2021-06-28

Notes for the week of June 28, 2021

Exceptions to YAGNI

“You Aren’t Gonna Need It” (YAGNI) is generally a worthwhile rule of thumb: Don’t build for possible future requirements, because you’ll often never actually need those and will complicate your code in the meantime. Luke Plant made a list of some exceptions and Simon Willison followed up with Probably Are Gonna Need Its. Here’s a quick summary of the two:

Luke’s list:

  • Zero One Many: If you go from needing one of something to needing two, you might as well support many
  • Versioning: Think about how you’re going to handle evolution of client/server, protocols, file formats… anything where you have independent parts that may be changing at different rates.
  • Logging: It’s often too late to add logs when a problem arises.
    • My comment: This one is problematic, because too many logs become impossible to reason about and expensive to store and work with.

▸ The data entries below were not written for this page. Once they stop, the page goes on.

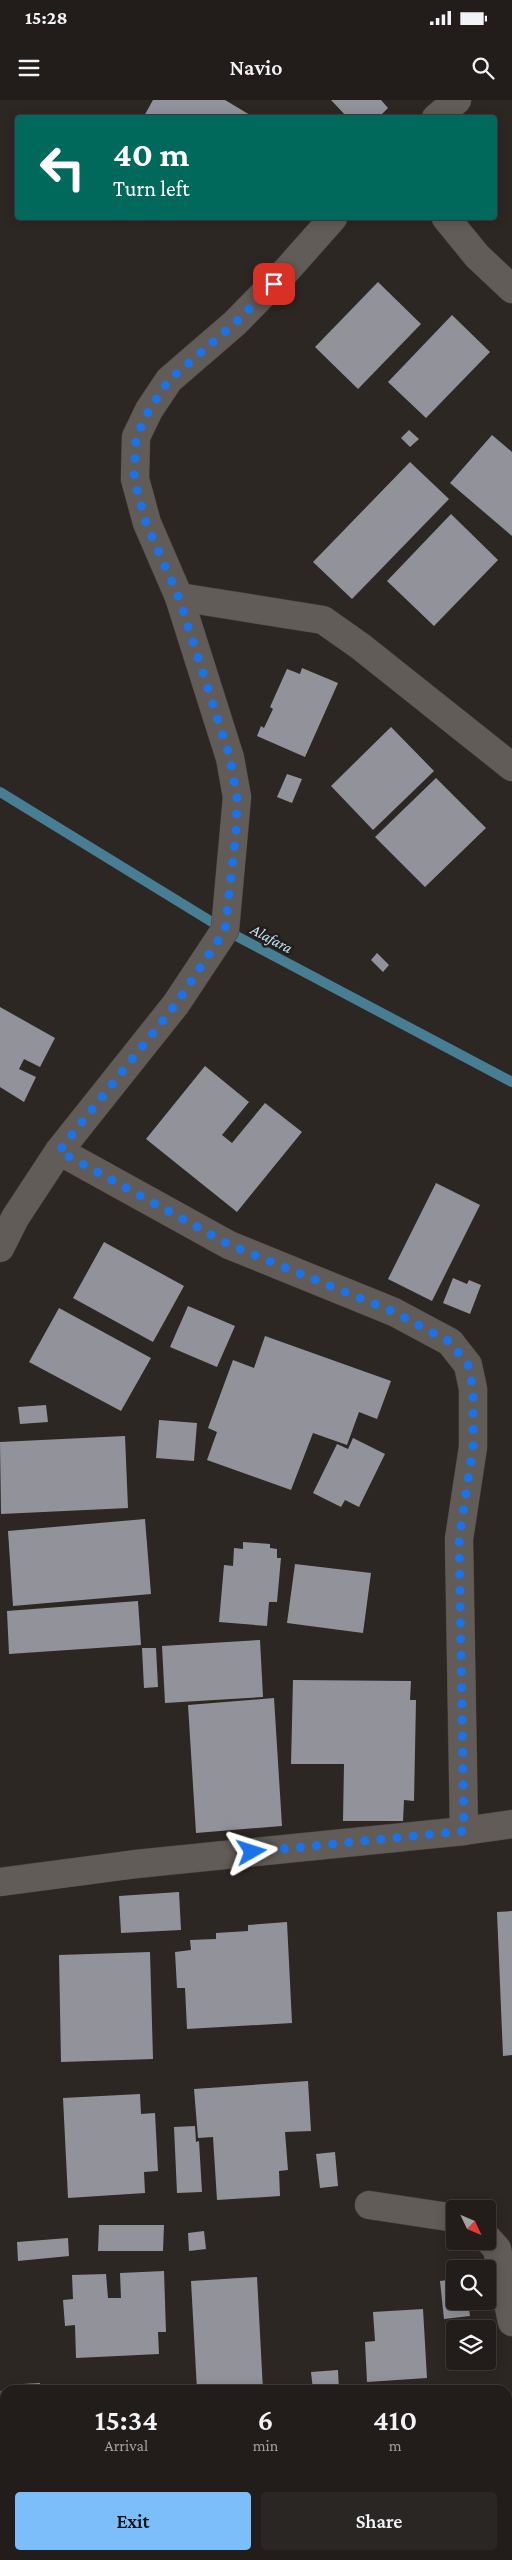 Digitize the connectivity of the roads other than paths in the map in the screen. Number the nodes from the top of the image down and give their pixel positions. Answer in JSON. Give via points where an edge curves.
{"nodes":[{"id":1,"x":457,"y":100,"type":"edge"},
{"id":2,"x":440,"y":115,"type":"edge"},
{"id":3,"x":331,"y":220,"type":"edge"},
{"id":4,"x":448,"y":220,"type":"edge"},
{"id":5,"x":512,"y":289,"type":"edge"},
{"id":6,"x":179,"y":598,"type":"junction"},
{"id":7,"x":512,"y":768,"type":"edge"},
{"id":8,"x":59,"y":1151,"type":"junction"},
{"id":9,"x":0,"y":1248,"type":"edge"},
{"id":10,"x":512,"y":1824,"type":"edge"},
{"id":11,"x":464,"y":1831,"type":"junction"},
{"id":12,"x":0,"y":1882,"type":"edge"},
{"id":13,"x":368,"y":2205,"type":"dead end"},
{"id":14,"x":446,"y":2217,"type":"edge"},
{"id":15,"x":496,"y":2248,"type":"edge"},
{"id":16,"x":512,"y":2322,"type":"edge"}],
"edges":[{"from":1,"to":2,"type":"street"},
{"from":3,"to":6,"type":"street","via":[[235,323],[169,380],[136,437],[134,479],[146,523]]},
{"from":4,"to":5,"type":"street"},
{"from":6,"to":7,"type":"street","via":[[323,620]]},
{"from":6,"to":8,"type":"street","via":[[230,758],[237,797],[225,930],[176,1004]]},
{"from":8,"to":9,"type":"street","via":[[15,1218]]},
{"from":8,"to":11,"type":"street","via":[[230,1245],[394,1312],[450,1342],[468,1365],[473,1389],[473,1447],[459,1539]]},
{"from":10,"to":11,"type":"street"},
{"from":11,"to":12,"type":"street","via":[[136,1864]]},
{"from":13,"to":14,"type":"street"},
{"from":15,"to":16,"type":"street"}]}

It depends on the scale you’re talking about.
  • Timestamps: You almost always want a created_at timestamp
  • A relational database: You’ll generally benefit from its capabilities sooner than later.

Simon’s list:

  • A kill switch for mobile apps: You’d be shocked at how long it takes for some people to update their mobile apps. Having a way to force them to update from the get-go will help you.
  • Automated deploys
  • Continuous integration: This one and the former are all about being able to keep a project running, even if you step away for a while
  • API pagination
  • Detailed API logs
  • Interface for executing read-only SQL queries

I agree with these lists in general, but at Khan Academy our scale and tech stack are different enough that they are a little less applicable.

CDC Variant tracker

With the Delta COVID-19 variant gaining steam and having significantly different properties from the other variants, it’s useful to see that the CDC has a variant tracker. Delta is B.1.617.2 and Alpha is B.1.1.7.